Ryoutsu: Chi, I can’t even settle to eat.
“Visitor”: No, I can’t see well….with this…
Ryoutsu: Here! Look closely and find it!
Ryoutsu: S**t, can’t I even take a bite yet?
Ryoutsu: There, now it’ll be fine………
“Visitor’: Thank you very much for the binoculars……
Ryoutsu: You~~do you resent me?
Ryoutsu: You go back immediately too!
Terai: What was that, Ryou-san, haven’t you eaten yet?
Ryoutsu: What jokesters.
Terai: Huh~~you’re putting in something else?
Ryoutsu: Don’t joke with me; regardless of the strength of my teeth, how can I eat that?
Ryoutsu: S**t, I can’t eat this anymore!
Ryoutsu: How about having some soba?
“Ramen Seller”: Um—I’m doing morning service now!
Ryoutsu: Didn’t I hear you were “Oraga Ramen”!?
(TN: “Oraga Ramen” may actually be in reference (aside from this cart) as a ramen shop in Shinbashi, Minato ward)
Ryoutsu: Somehow you really have great timing.
“Ramen Seller”: Well thanks, sir.
Ryoutsu: However, how could you be selling it so early?
“Ramen Seller”: Well I prefer this, it’s great even without the profits.
Ryoutsu: This is a unique soba shop.
“Ramen Seller”: While we’re at it, you’re not in a good condition recently, cop-san.
Ryoutsu: Of course. Well, it’s because my boss is the national flag, I can’t wave at that…….Since policemen have public-service pay, it’s a bit better than other public workers.
“Ramen Seller”: You also get a bonus as proper.
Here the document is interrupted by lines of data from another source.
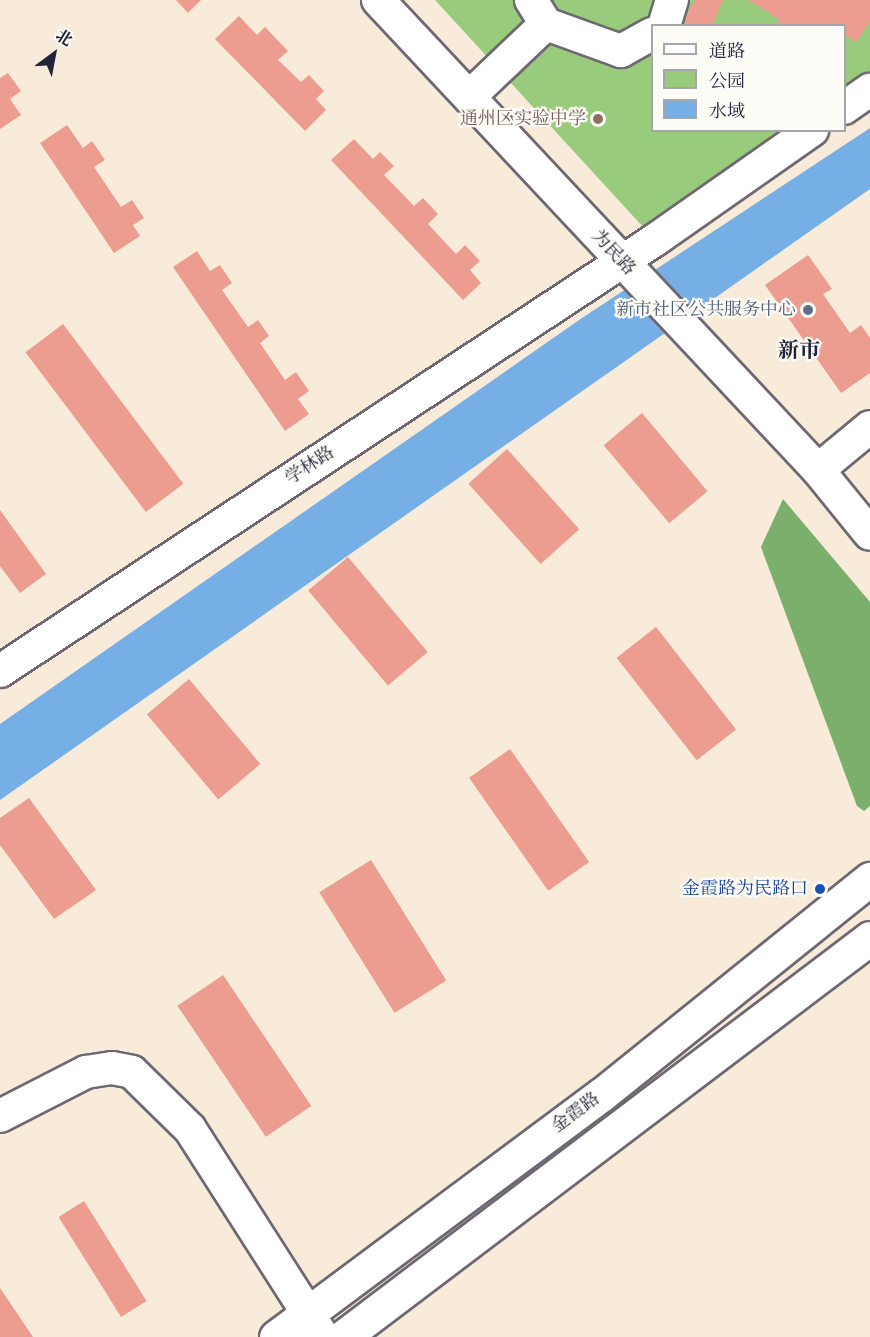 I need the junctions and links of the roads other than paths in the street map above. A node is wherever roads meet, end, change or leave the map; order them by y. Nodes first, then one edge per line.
1 (378, 0) edge
2 (672, 0) edge
3 (538, 12) edge
4 (665, 24) edge
5 (651, 35) edge
6 (870, 90) edge
7 (470, 96) junction
8 (846, 107) edge
9 (809, 132) edge
10 (627, 270) junction
11 (870, 427) edge
12 (818, 470) junction
13 (870, 534) edge
14 (0, 671) edge
15 (870, 879) edge
16 (870, 938) edge
17 (0, 1116) edge
18 (313, 1325) edge
19 (276, 1337) edge
20 (344, 1337) edge

1 - 7 street, 为民路
2 - 4 street
3 - 5 street
3 - 7 street
6 - 8 street
7 - 10 street, 为民路
9 - 10 street, 学林路
10 - 12 street, 为民路
10 - 14 street, 学林路
11 - 12 street
12 - 13 street, 为民路
15 - 18 main road, 金霞路
16 - 20 main road, 金霞路
17 - 18 street
18 - 19 main road, 金霞路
What will you use it on?
Ryoutsu: Don’t be ridiculous; I’ve mostly used that up……hahahaha. Half I have to repay the money I borrowed from my colleagues……the rest I used on cabarets, mah-jongg and horse racing until I was broke
Chief: Hey, Ryoutsu.
Ryoutsu: ? What is it……?
Chief: You shouldn’t be chatting on about that to the civilians. You have to have much more pride as a policeman…
Chief: You shouldn’t be selling in front of the station either.
“Ramen Seller”: But is there a law that I can’t do this here…?
Chief: This isn’t a law argument, I’m bothered by the bother you’re making!!
Man: Hey, is he finally going?
Kakuta: Hey, oldie! Who informed you that you could sell here?
Man: Yeah, aren’t you brave.
Kakuta: Shall we take you over there for a bit, oldie?
“Ramen Seller”: Aa-h, cop-san, kill them and save me—
Chief: Hey, hold on a moment!!
Kakuta: What is it, business!?
Chief: It’s absolutely unforgivable to perform violent conduct in front of officers! Let him go!
Kakuta: Heh, the policeman is scared, shall we take a walk!
Chief: That’s as far as you all go!
Kakuta: What are you doing, you—
Kakuta: Heh, he’s no more than a mouth!
Man: You’ve really beaten him up…
“Ramen Seller”: Yeah.
Kakuta: Now, come with us.
Ryoutsu: Hold on.
Kakuta: Mu, you going to stop us again?
Ryoutsu: Right! I’ve decided to do that. The honor of the station won’t let this pass!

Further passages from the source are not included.